Ella fired without hesitation. Six rounds deposited into his skull, sending the man down to hell where he belonged. She ran over, stamped on his corpse, and shattered every inch of him to dust. The only ending he deserved. No mercy, no sympathy, just absolute obliteration.
“Ripley, are you okay?” Ella cried.
Her partner said nothing, just sat still in her hospital bed like a mannequin, eyes locked on the doorway. When Ella followed her vision, she saw a horde of people blocking off the only exit. Twenty, thirty souls. Stocky men holding shotguns, seven-foot giants wielding machetes. They all wore the same plague doctor mask. Only one of them, the central figure, had revealed his face.
“So, this is how it ends,” Tobias said.
There was no ultimate showdown, no explanations, no epic battle to signal the end of their rivalry. The masked men descended on the agents, and that was when Ella’s conscious brain seeped from the dream world into reality.
The nightside table buzzed. Ella shot up in her hotel bed and pushed the hair off her face. She familiarized herself with her surroundings. She was in the Cravenwood Hotel in Pennsylvania, not a hospital room in Washington, D.C. She looked over to her bedside table, phone flashing despite the early hour.
It was 7am and Mia was calling her. Ella grabbed the phone, must have been eight rings in.
“Ripley. Hello? Are you alright?” she asked.
“Sorry it’s so early Dark. Did I wake you?”
“Yeah, but I’m glad you did. What’s up?”
“Good news and bad news,” Mia said. “Someone came for me. Last night.”
“What?” Ella shouted, jumping out of bed and grabbing her clothes. “Tobias? What happened?”
“No. Not Tobias. It’s no one you know. But seriously, I’m fine. I just wanted to tell you.”
Ella pulled on her pants, top, and boots. There was no time to shower. She needed to get back to D.C. The active case would have to wait.
“Well who was it? Did he attack you? How do you know it wasn’t one of Tobias’s men?”
“Relax, Dark. It’s fine. Remember when you did that case down in New Jersey?”
“Yeah.” The medical murderer case, Ella recalled. It was only two weeks ago but it felt like a lifetime.
“I was sent out on assignment in Manhattan. I chased down a couple of suspects. They got away when that girl I was partnered with blew up that gas station. One of those guys I was trailing, some sucker named Billy Barber, came back for me. I don’t know how he found me.”
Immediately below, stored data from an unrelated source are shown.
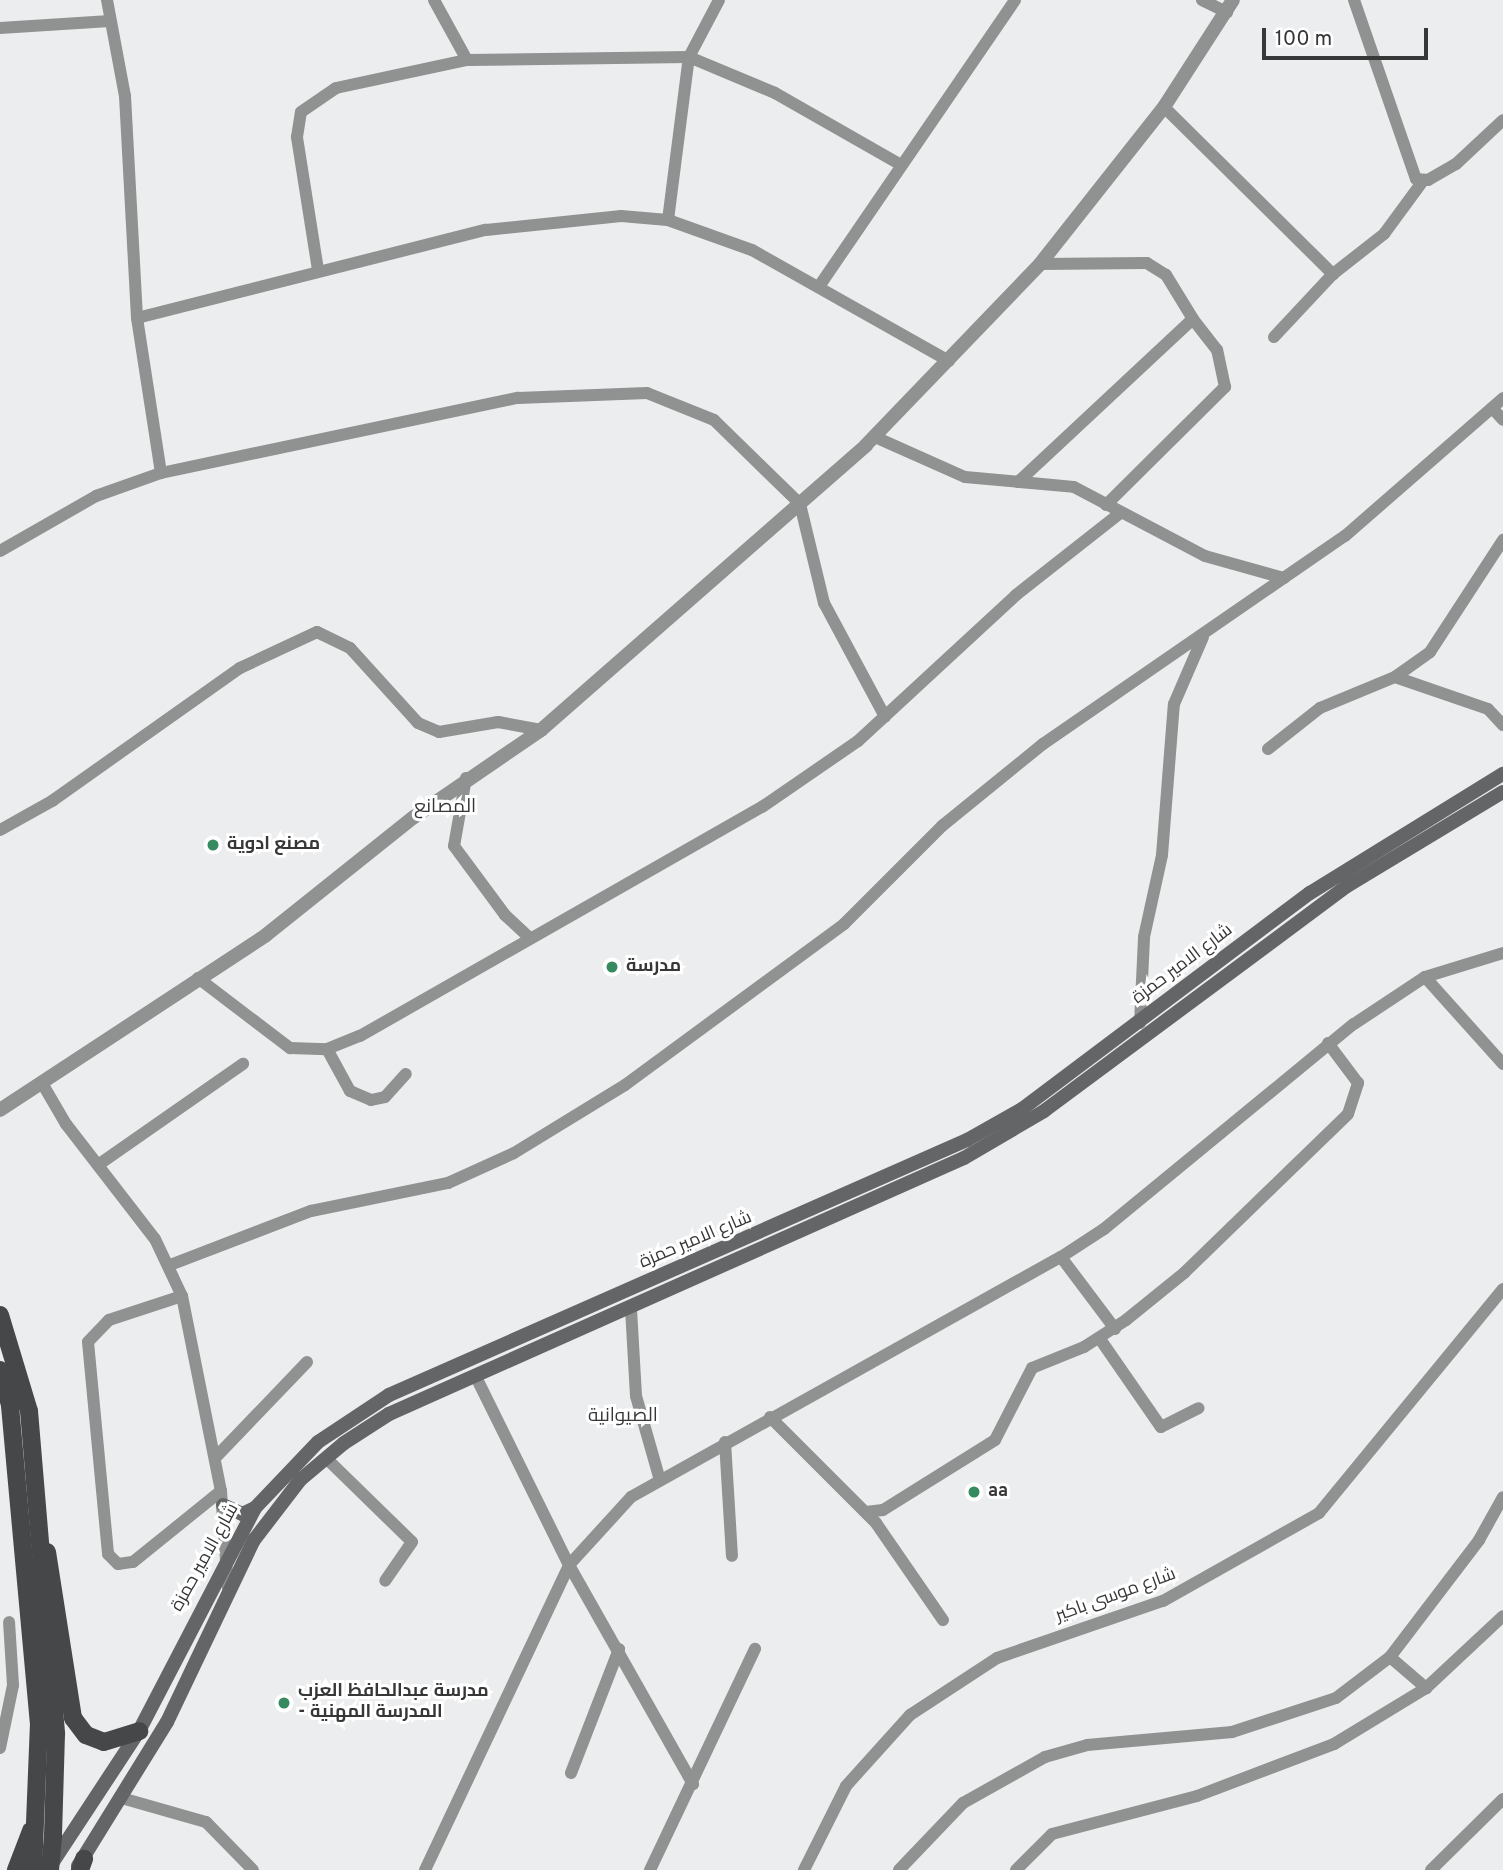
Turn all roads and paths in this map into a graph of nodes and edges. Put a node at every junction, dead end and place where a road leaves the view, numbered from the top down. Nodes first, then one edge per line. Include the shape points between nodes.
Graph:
1 (107, 0) edge
2 (434, 0) edge
3 (719, 0) edge
4 (1015, 0) edge
5 (1202, 0) edge
6 (1354, 0) edge
7 (1230, 6) edge
8 (110, 21) junction
9 (0, 27) edge
10 (689, 57) junction
11 (467, 60) junction
12 (1164, 107) junction
13 (1503, 120) edge
14 (901, 165) junction
15 (1423, 181) junction
16 (668, 220) junction
17 (1040, 264) junction
18 (318, 270) junction
19 (1333, 274) junction
20 (820, 285) junction
21 (137, 318) junction
22 (1193, 318) junction
23 (1274, 337) dead end
24 (949, 361) junction
25 (1503, 398) edge
26 (1492, 408) junction
27 (1503, 419) edge
28 (875, 437) junction
29 (161, 473) junction
30 (1018, 482) junction
31 (800, 504) junction
32 (1106, 505) junction
33 (1119, 514) junction
34 (1503, 540) edge
35 (0, 551) edge
36 (1284, 578) junction
37 (1204, 636) junction
38 (1395, 677) junction
39 (886, 717) junction
40 (1503, 725) edge
41 (541, 730) junction
42 (1268, 749) dead end
43 (1503, 774) edge
44 (466, 778) junction
45 (1503, 792) edge
46 (0, 830) edge
47 (530, 938) junction
48 (1503, 953) edge
49 (1226, 956) junction
50 (1236, 970) junction
51 (1425, 977) junction
52 (198, 978) junction
53 (1140, 1023) junction
54 (1328, 1043) junction
55 (327, 1049) junction
56 (243, 1064) dead end
57 (1503, 1064) edge
58 (406, 1073) dead end
59 (42, 1083) junction
60 (0, 1110) edge
61 (98, 1165) junction
62 (1061, 1257) junction
63 (170, 1265) junction
64 (1503, 1289) edge
65 (182, 1296) junction
66 (631, 1309) junction
67 (0, 1315) edge
68 (1115, 1329) junction
69 (1100, 1339) junction
70 (307, 1362) dead end
71 (0, 1370) edge
72 (475, 1375) junction
73 (1199, 1408) dead end
74 (771, 1418) junction
75 (725, 1442) junction
76 (215, 1458) junction
77 (326, 1458) junction
78 (659, 1477) junction
79 (1503, 1497) edge
80 (222, 1499) junction
81 (255, 1508) junction
82 (866, 1512) junction
83 (40, 1536) junction
84 (732, 1556) dead end
85 (226, 1557) junction
86 (569, 1565) junction
87 (385, 1581) dead end
88 (228, 1588) junction
89 (1503, 1616) edge
90 (943, 1620) dead end
91 (30, 1621) junction
92 (5, 1622) edge
93 (189, 1628) junction
94 (206, 1637) junction
95 (619, 1649) junction
96 (755, 1649) dead end
97 (1390, 1657) junction
98 (1426, 1688) junction
99 (139, 1731) junction
100 (0, 1748) edge
101 (571, 1773) dead end
102 (693, 1784) junction
103 (125, 1799) junction
104 (1503, 1799) edge
105 (38, 1812) junction
106 (80, 1866) edge
107 (16, 1870) edge
108 (33, 1870) edge
109 (48, 1870) edge
110 (253, 1870) edge
111 (425, 1870) edge
112 (650, 1870) edge
113 (804, 1870) edge
114 (899, 1870) edge
115 (1016, 1870) edge
116 (1431, 1870) edge

1 - 8 street
2 - 11 street
3 - 10 street
4 - 14 street
5 - 7 street
6 - 15 street via 1411,173
7 - 12 street
8 - 9 street
8 - 21 street via 125,96
10 - 11 street
10 - 14 street via 785,97
10 - 16 street
11 - 18 street via 336,88 301,111 297,137
12 - 17 street
12 - 19 street
13 - 15 street via 1456,164
14 - 20 street
15 - 19 street via 1384,234
16 - 18 street via 552,218
16 - 20 street via 718,235
17 - 22 street via 1147,263 1166,275
17 - 24 street
18 - 21 street
19 - 23 street
20 - 24 street
21 - 29 street
22 - 30 street
22 - 32 street via 1217,350 1225,387
24 - 28 street
25 - 26 street
26 - 27 street
26 - 36 street via 1414,480
28 - 30 street via 965,477
28 - 31 street
29 - 31 street via 518,398 615,390 697,410
29 - 35 street via 96,496
30 - 32 street via 1074,487
31 - 39 street via 824,603
31 - 41 street
32 - 33 street
33 - 36 street via 1205,556
33 - 39 street via 1016,595
34 - 38 street via 1443,635
36 - 37 street
37 - 53 street via 1174,704 1162,855 1144,937
37 - 63 street via 1044,744 942,826 844,924 575,1116 447,1184 312,1211
38 - 40 street via 1488,709
38 - 42 street via 1320,708
39 - 47 street via 762,807
41 - 44 street
41 - 46 street via 498,722 439,732 418,723 350,648 317,632 240,668 52,801
43 - 49 main road, شارع الامير حمزة via 1382,844
44 - 47 street via 454,846 505,915
44 - 52 street via 266,936
45 - 50 main road, شارع الامير حمزة via 1347,886
47 - 55 street
48 - 51 street
49 - 50 main road
49 - 53 main road, شارع الامير حمزة
50 - 66 main road, شارع الامير حمزة via 1044,1111 964,1158
51 - 54 street
51 - 57 street
52 - 55 street via 272,1040 290,1048
52 - 59 street
53 - 81 main road, شارع الامير حمزة via 1022,1109 917,1165 389,1395 292,1464
54 - 62 street via 1104,1229
54 - 68 street via 1358,1083 1352,1109 1184,1273
55 - 58 street via 350,1091 371,1100 385,1097
56 - 61 street
59 - 60 street
59 - 61 street
61 - 63 street
62 - 68 street
62 - 74 street
63 - 65 street
64 - 113 street, شارع موسى باكير via 1319,1513 1163,1601 998,1658 910,1715 846,1786
65 - 76 street
65 - 80 street via 109,1320 88,1342 108,1554 118,1564 133,1562
66 - 72 main road, شارع الامير حمزة
66 - 78 street via 636,1396
67 - 83 main road via 29,1411
68 - 69 street
69 - 73 street via 1161,1427
69 - 82 street via 1032,1368 995,1440 975,1456 883,1510
70 - 76 street
71 - 91 main road via 10,1406
72 - 77 main road, شارع الامير حمزة via 389,1414
72 - 86 street
74 - 75 street
74 - 82 street
75 - 78 street
75 - 84 street
76 - 80 street
77 - 87 street via 412,1542
77 - 88 main road, شارع الامير حمزة via 280,1504
78 - 86 street via 610,1516
79 - 97 street via 1433,1605
80 - 81 main road via 242,1514
80 - 85 street
81 - 85 main road, شارع الامير حمزة
82 - 90 street
83 - 99 main road via 56,1580 73,1718 94,1741 115,1743
83 - 109 main road, bridge via 56,1734
85 - 88 street
85 - 93 main road, شارع الامير حمزة
86 - 95 street
86 - 111 street
88 - 94 main road, شارع الامير حمزة
89 - 98 street
91 - 92 street
91 - 105 main road
92 - 100 street via 13,1685
93 - 94 main road
93 - 99 main road, شارع الامير حمزة
94 - 103 main road, شارع الامير حمزة
95 - 101 street
95 - 102 street
96 - 102 street
97 - 98 street
97 - 114 street via 1336,1698 1265,1724 1188,1739 1087,1745 1045,1757 963,1803
98 - 115 street via 1293,1765 1052,1834
99 - 109 main road, شارع الامير حمزة
102 - 112 street
103 - 106 main road, شارع الامير حمزة
103 - 110 street via 206,1822
104 - 116 street
105 - 107 main road
105 - 108 main road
Ella threw her stuff into her bag. “Okay, I’m coming back.”
“No you’re not. Stay put.”
“Where were the guards? Edis promised me you’d be secure. Day one and someone’s already got to you.”
“It was my own fault,” Ripley said. “I asked the guard to get me a coffee, that’s when this asshole struck. But it’s alright, I took him out. Popped a few stitches in the process, but I’ve had worse.”
“No, it’s not good enough. I need to know you’re in safe hands or I can’t focus. I was worried before, now I won’t be able to focus on a damn thing.”
“I’ve got more cops here now, plus they’re bringing my dogs down. This was just a freak accident. You need to focus on your case. Have you made any headway?”
Ella sat on the bed and thought things over for a second. It seemed too much of a coincidence that someone would attack Mia so close to her battle with Tobias. What were the chances Tobias put her attacker up to this? It could have indeed been a freak accident, but it could just as well not have been. She didn’t quite know what to think. All she knew was that the next time she spoke to the director, she was going to rip his head off.
“No. Absolutely nothing. We had a big list of suspects and none of them had anything resembling a criminal record. All squeaky clean.”
“So?” Mia asked. “Not every unsub has a history of violence. Some just start killing without any prior indication.”